Fantasma afastou-se dele com receio.
O anão sacudiu o pó e soltou uma gargalhada.
- Creio que assustei seu lobo. Minhas desculpas.
- Não está assustado - disse Jon. Ajoelhou-se e chamou seu lobo. -
Fantasma, vem cá. Anda. Isso mesmo.
A cria de lobo aproximou-se e encostou o focinho no rosto de Jon,
mas manteve um olho cuidadoso em Tyrion Lannister, e, quando o
anão estendeu a mão para lhe fazer uma festa, afastou-se e mostrou
os caninos num rosnado silencioso.
- É tímido, não é? - observou Lannister.
- Senta, Fantasma - ordenou Jon. - Isso mesmo. Quieto - ergueu os
olhos para o anão. - Pode tocá-lo agora. Ele não se mexerá até que eu
lhe diga para fazê-lo. Eu o tenho treinado.
- Compreendo - disse o Lannister. Esfregou o pelo branco como a
neve entre as orelhas de Fantasma e disse: - Bonito lobo.
- Se eu não estivesse aqui, ele rasgaria sua garganta - disse Jon.
Ainda não era bem verdade, mas viria a ser.
- Nesse caso, é melhor que fique por perto - disse o anão. Inclinou a
cabeça grande demais rara um lado e observou Jon com seus olhos
desiguais. - Chamo-me Tyrion Lannister.
- Eu sei - disse Jon. Ergueu-se. Em pé, era mais alto que o anão. Mas
isto o fazia sentir-se estranho.
- E você é o bastardo de Ned Stark, não é?
Jon sentiu-se atravessado por uma sensação de frio.
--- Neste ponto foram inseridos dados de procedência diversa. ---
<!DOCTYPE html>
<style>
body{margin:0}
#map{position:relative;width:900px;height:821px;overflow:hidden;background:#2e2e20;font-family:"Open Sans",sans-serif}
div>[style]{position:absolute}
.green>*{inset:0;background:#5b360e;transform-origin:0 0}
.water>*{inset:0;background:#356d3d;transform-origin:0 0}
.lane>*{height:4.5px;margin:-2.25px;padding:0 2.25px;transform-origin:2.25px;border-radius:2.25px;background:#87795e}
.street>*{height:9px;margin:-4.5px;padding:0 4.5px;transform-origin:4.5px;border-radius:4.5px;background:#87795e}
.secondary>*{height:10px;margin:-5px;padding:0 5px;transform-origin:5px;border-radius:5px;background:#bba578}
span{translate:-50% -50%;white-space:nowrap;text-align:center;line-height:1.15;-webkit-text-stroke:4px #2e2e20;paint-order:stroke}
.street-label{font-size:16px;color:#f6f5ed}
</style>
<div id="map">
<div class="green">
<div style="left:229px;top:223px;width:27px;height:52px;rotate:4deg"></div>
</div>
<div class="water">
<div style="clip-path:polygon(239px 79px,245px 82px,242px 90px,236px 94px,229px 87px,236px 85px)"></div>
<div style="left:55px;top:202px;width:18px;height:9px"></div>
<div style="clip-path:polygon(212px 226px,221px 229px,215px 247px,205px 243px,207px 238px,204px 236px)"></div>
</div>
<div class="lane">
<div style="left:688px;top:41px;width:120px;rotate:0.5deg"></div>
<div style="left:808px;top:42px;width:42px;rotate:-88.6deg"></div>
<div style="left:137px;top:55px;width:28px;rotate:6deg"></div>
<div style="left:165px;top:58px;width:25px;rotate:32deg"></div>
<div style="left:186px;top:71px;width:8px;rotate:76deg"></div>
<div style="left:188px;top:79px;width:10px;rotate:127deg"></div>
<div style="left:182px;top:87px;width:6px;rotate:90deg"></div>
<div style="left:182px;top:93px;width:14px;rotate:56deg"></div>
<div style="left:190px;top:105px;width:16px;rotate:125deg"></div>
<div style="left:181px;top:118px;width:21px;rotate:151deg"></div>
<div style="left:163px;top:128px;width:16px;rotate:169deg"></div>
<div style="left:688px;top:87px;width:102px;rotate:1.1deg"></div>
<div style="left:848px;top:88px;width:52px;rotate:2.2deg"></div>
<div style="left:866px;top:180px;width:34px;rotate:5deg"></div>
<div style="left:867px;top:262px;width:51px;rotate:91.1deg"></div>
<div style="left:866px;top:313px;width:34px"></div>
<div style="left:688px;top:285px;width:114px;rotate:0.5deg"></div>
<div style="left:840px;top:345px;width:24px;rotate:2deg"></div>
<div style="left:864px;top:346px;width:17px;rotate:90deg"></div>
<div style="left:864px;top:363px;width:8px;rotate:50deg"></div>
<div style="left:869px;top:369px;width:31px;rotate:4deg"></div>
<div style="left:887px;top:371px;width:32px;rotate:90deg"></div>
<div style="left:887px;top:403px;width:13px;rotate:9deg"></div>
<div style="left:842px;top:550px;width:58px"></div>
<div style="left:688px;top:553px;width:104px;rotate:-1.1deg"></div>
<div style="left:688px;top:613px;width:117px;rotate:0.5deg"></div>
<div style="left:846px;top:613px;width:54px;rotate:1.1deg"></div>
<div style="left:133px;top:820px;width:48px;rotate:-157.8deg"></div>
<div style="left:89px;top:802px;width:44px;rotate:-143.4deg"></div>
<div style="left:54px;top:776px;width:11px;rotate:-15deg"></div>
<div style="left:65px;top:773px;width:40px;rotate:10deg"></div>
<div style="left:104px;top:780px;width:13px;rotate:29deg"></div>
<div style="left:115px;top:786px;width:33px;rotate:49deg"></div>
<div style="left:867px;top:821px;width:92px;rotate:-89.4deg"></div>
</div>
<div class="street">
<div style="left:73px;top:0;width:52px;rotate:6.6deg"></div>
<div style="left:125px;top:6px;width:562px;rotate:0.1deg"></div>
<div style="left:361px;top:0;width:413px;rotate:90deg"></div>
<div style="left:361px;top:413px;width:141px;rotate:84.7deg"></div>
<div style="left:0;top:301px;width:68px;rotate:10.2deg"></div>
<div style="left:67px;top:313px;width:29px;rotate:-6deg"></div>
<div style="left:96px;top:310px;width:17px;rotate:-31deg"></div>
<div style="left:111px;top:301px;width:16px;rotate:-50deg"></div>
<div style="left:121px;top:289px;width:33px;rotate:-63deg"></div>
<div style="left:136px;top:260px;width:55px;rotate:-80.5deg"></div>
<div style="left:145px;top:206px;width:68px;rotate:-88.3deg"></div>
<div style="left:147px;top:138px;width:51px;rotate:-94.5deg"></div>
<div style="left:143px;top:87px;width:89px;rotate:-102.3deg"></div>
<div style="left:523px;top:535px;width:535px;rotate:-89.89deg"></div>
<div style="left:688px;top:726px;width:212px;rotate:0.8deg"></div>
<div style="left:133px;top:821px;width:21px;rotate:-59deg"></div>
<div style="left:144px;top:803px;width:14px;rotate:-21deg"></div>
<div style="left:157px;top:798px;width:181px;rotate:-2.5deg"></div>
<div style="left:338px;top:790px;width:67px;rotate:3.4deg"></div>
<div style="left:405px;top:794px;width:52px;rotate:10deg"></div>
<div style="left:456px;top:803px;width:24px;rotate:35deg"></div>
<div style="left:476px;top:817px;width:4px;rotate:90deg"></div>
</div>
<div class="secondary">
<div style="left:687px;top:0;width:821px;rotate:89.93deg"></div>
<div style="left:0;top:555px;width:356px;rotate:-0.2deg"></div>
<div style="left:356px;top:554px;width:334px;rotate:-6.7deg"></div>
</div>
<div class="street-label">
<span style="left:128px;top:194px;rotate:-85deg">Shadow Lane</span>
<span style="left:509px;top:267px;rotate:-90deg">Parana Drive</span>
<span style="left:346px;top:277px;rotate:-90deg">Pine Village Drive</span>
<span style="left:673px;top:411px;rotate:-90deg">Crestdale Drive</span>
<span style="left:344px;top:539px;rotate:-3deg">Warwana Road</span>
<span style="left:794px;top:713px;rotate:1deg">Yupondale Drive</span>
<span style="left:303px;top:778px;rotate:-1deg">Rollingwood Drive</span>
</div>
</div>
Apertou os lábios
e não disse nada.
- Eu o ofendi? - disse Lannister. - Perdão. Os anões não têm de ter
tato. Gerações de bobos Tiriegados conquistaram para mim o direito
de me vestir mal e de dizer qualquer maldita coisa que me venha à
cabeça - ele sorriu. - Mas você é o bastardo.
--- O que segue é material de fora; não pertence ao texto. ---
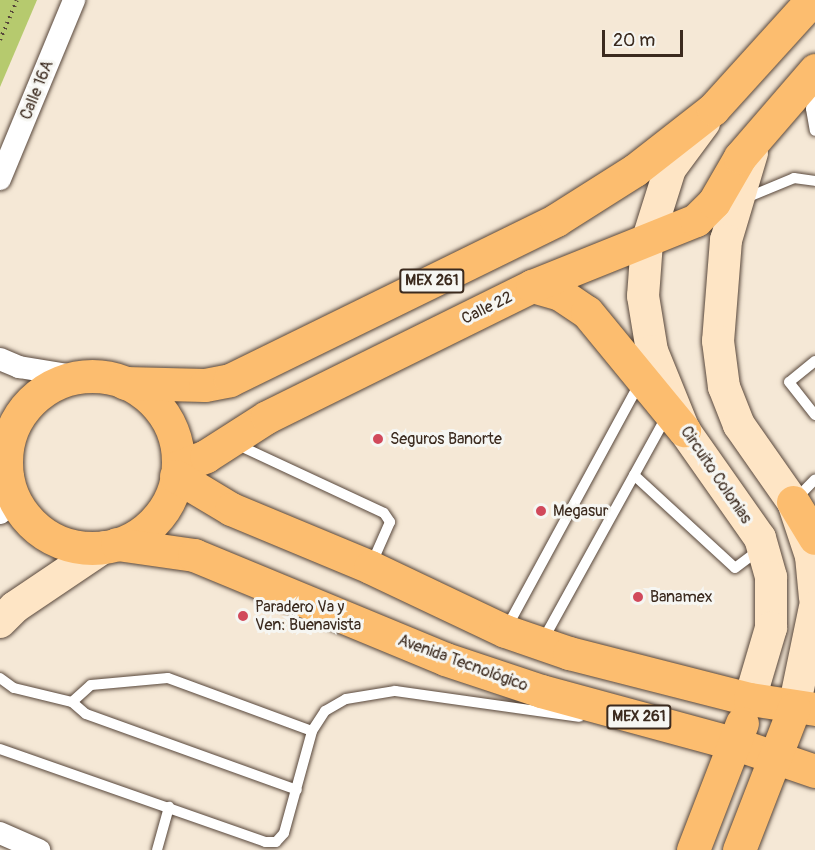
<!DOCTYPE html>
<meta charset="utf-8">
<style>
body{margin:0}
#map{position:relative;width:815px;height:850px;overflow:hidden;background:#f5e8d6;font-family:Pangolin,sans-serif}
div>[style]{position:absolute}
.green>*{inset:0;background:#b6ca6e}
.path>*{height:4px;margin-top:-2px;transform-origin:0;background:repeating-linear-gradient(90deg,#57463a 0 1.5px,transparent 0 6px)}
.roads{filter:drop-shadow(0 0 2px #57463a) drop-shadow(0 0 2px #57463a)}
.lane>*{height:10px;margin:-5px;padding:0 5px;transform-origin:5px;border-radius:5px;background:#fff}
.street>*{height:22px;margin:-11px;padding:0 11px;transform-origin:11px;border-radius:11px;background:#fff}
.secondary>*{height:32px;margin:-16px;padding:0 16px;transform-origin:16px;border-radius:16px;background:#fee5c5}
.primary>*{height:33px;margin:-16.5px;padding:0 16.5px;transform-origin:16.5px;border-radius:16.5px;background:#fcbd6f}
.primary>.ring{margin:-16.5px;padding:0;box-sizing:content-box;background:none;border:33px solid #fcbd6f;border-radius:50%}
.dots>*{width:16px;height:16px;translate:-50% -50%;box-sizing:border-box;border:3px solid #f6f6f2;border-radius:50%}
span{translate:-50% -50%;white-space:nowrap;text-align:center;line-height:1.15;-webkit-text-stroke:6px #f6f6f2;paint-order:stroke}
.shield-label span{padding:2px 4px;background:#f6f6f2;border:2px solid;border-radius:4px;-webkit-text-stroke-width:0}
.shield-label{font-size:15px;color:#3b2a1e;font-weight:700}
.street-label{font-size:16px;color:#3b2a1e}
.poi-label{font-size:16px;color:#3b2a1e}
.left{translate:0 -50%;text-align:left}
.scale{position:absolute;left:602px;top:30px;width:81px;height:27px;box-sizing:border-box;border:3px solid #3b2a1e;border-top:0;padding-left:8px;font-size:18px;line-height:21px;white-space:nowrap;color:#3b2a1e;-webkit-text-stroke:4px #f6f6f2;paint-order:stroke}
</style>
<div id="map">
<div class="green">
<div style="clip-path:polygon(0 0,37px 0,0 87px)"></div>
</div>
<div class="path">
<div style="left:0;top:40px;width:43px;rotate:-67deg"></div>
</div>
<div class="roads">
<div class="lane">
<div style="left:813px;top:88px;width:21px;rotate:95deg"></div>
<div style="left:811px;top:109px;width:22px;rotate:80deg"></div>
<div style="left:746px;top:198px;width:52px;rotate:-22.6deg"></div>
<div style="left:794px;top:178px;width:21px;rotate:8deg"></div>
<div style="left:815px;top:361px;width:33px;rotate:141deg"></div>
<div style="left:789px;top:382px;width:42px;rotate:51.8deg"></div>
<div style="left:236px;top:444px;width:163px;rotate:25deg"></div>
<div style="left:384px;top:513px;width:11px;rotate:56deg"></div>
<div style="left:390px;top:522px;width:47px;rotate:113.8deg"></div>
<div style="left:634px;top:475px;width:137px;rotate:42.6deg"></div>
<div style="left:735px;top:568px;width:30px;rotate:-37deg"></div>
<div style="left:794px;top:501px;width:30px;rotate:-46deg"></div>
<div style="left:506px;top:629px;width:281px;rotate:-61.5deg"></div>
<div style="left:543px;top:640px;width:257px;rotate:-61.1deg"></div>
<div style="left:0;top:678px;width:17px;rotate:36deg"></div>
<div style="left:14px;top:688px;width:60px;rotate:13.6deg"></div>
<div style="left:72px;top:702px;width:18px;rotate:41deg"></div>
<div style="left:86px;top:714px;width:224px;rotate:19.8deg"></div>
<div style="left:72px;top:702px;width:25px;rotate:-42deg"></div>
<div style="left:91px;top:685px;width:77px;rotate:-5.2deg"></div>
<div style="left:168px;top:678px;width:153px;rotate:20.2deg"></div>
<div style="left:0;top:749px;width:281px;rotate:19.3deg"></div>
<div style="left:265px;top:842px;width:11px"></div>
<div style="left:276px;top:842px;width:12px;rotate:-48deg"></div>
<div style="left:284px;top:833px;width:106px;rotate:-74.6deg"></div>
<div style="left:312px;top:731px;width:24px;rotate:-57deg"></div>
<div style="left:325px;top:711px;width:24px;rotate:-30deg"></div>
<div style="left:346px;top:699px;width:50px;rotate:-9.3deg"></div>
<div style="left:395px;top:691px;width:186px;rotate:8deg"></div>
<div style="left:157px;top:850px;width:45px;rotate:-74.4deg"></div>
</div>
<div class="street">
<div style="left:0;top:179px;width:194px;rotate:-67.5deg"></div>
<div style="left:0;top:359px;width:21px;rotate:23deg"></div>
<div style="left:19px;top:367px;width:62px;rotate:9.3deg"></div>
<div style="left:0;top:513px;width:21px;rotate:-51deg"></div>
<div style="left:0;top:833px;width:43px;rotate:23.6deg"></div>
</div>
<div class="secondary">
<div style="left:704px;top:123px;width:57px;rotate:126.5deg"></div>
<div style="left:670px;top:169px;width:77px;rotate:107.5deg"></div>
<div style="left:647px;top:242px;width:54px;rotate:94.2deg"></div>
<div style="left:643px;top:296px;width:56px;rotate:80.7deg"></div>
<div style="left:652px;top:351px;width:85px;rotate:67.9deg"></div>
<div style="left:684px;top:430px;width:132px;rotate:54.9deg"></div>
<div style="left:760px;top:538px;width:41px;rotate:74.2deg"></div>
<div style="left:771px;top:577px;width:51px;rotate:90deg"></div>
<div style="left:771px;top:628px;width:74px;rotate:106.5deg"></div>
<div style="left:752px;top:153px;width:91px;rotate:106.6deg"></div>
<div style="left:726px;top:240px;width:101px;rotate:94.5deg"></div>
<div style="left:718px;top:341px;width:46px;rotate:82.6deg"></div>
<div style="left:724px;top:387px;width:41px;rotate:68.5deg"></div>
<div style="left:739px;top:425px;width:94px;rotate:55deg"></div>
<div style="left:793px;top:502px;width:57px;rotate:71.6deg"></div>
<div style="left:811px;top:556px;width:42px;rotate:84.6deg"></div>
<div style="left:0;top:457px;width:7px;rotate:-16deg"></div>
<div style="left:0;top:482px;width:9px;rotate:-27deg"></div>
<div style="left:0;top:622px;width:21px;rotate:-45deg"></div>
<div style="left:15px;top:607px;width:107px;rotate:-34deg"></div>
<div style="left:794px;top:708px;width:103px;rotate:-78.3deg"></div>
</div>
<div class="primary">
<div style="left:532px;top:286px;width:29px;rotate:16deg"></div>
<div style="left:560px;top:294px;width:32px;rotate:34deg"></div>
<div style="left:587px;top:312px;width:153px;rotate:50.6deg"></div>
<div class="ring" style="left:6px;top:376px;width:139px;height:139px"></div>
<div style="left:125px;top:383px;width:80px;rotate:1.4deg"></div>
<div style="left:205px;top:385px;width:25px;rotate:-11deg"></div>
<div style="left:230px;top:380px;width:363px;rotate:-26.1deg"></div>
<div style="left:556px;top:220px;width:93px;rotate:-32.3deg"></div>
<div style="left:635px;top:170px;width:99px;rotate:-38deg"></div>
<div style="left:713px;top:109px;width:147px;rotate:-47.8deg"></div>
<div style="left:178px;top:467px;width:30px;rotate:-21deg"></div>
<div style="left:206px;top:456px;width:72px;rotate:-32.6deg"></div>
<div style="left:267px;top:417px;width:296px;rotate:-26.3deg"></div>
<div style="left:532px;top:286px;width:177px;rotate:-21.9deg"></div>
<div style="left:696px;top:220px;width:25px;rotate:-45deg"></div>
<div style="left:714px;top:202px;width:52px;rotate:-60deg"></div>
<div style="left:740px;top:157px;width:115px;rotate:-49.2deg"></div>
<div style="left:176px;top:476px;width:64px;rotate:31deg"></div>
<div style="left:231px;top:509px;width:151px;rotate:22.6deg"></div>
<div style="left:370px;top:567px;width:149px;rotate:25.4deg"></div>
<div style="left:505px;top:631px;width:68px;rotate:19deg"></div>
<div style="left:569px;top:653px;width:187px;rotate:14.3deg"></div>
<div style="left:750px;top:699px;width:66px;rotate:8.7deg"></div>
<div style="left:793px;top:502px;width:42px;rotate:58.6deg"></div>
<div style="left:117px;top:544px;width:78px;rotate:8.1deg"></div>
<div style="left:194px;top:555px;width:272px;rotate:22.5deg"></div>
<div style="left:445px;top:659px;width:101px;rotate:18.4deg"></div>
<div style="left:541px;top:691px;width:202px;rotate:15.2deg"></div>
<div style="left:736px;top:744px;width:83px;rotate:18.9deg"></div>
<div style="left:693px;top:850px;width:136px;rotate:-68.9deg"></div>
<div style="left:739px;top:850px;width:152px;rotate:-68.8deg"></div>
</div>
</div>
<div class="dots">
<div style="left:378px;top:439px;background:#d1495b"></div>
<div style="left:541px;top:511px;background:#d1495b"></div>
<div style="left:638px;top:597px;background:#d1495b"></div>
<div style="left:243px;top:616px;background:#d1495b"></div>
</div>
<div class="shield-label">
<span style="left:432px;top:281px">MEX 261</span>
<span style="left:639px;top:717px">MEX 261</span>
</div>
<div class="street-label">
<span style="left:37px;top:90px;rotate:-68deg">Calle 16A</span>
<span style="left:487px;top:308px;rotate:-26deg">Calle 22</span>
<span style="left:716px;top:475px;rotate:56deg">Circuito Colonias</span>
<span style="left:463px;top:663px;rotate:20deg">Avenida Tecnológico</span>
</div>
<div class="poi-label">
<span class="left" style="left:390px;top:439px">Seguros Banorte</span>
<span class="left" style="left:553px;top:511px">Megasur</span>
<span class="left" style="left:650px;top:597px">Banamex</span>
<span class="left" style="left:255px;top:616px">Paradero Va y<br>Ven: Buenavista</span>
</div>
<div class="scale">20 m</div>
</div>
-Lorde Eddard Stark é meu pai - admitiu Jon rigidamente. Lannister
estudou-lhe o rosto.
- Sim - disse. - Consigo ver. Você tem em si mais do Norte que seus
irmãos.
- Meios-irmãos - Jon corrigiu. O comentário do anão o agradara, mas
tentou não mostrar.
- Deixe-me lhe dar um conselho, bastardo - disse Lannister. - Nunca
se esqueça de quem é, porque é certo que o mundo não se lembrará.
Faça disso sua força. Assim, não poderá ser nunca a sua fraqueza.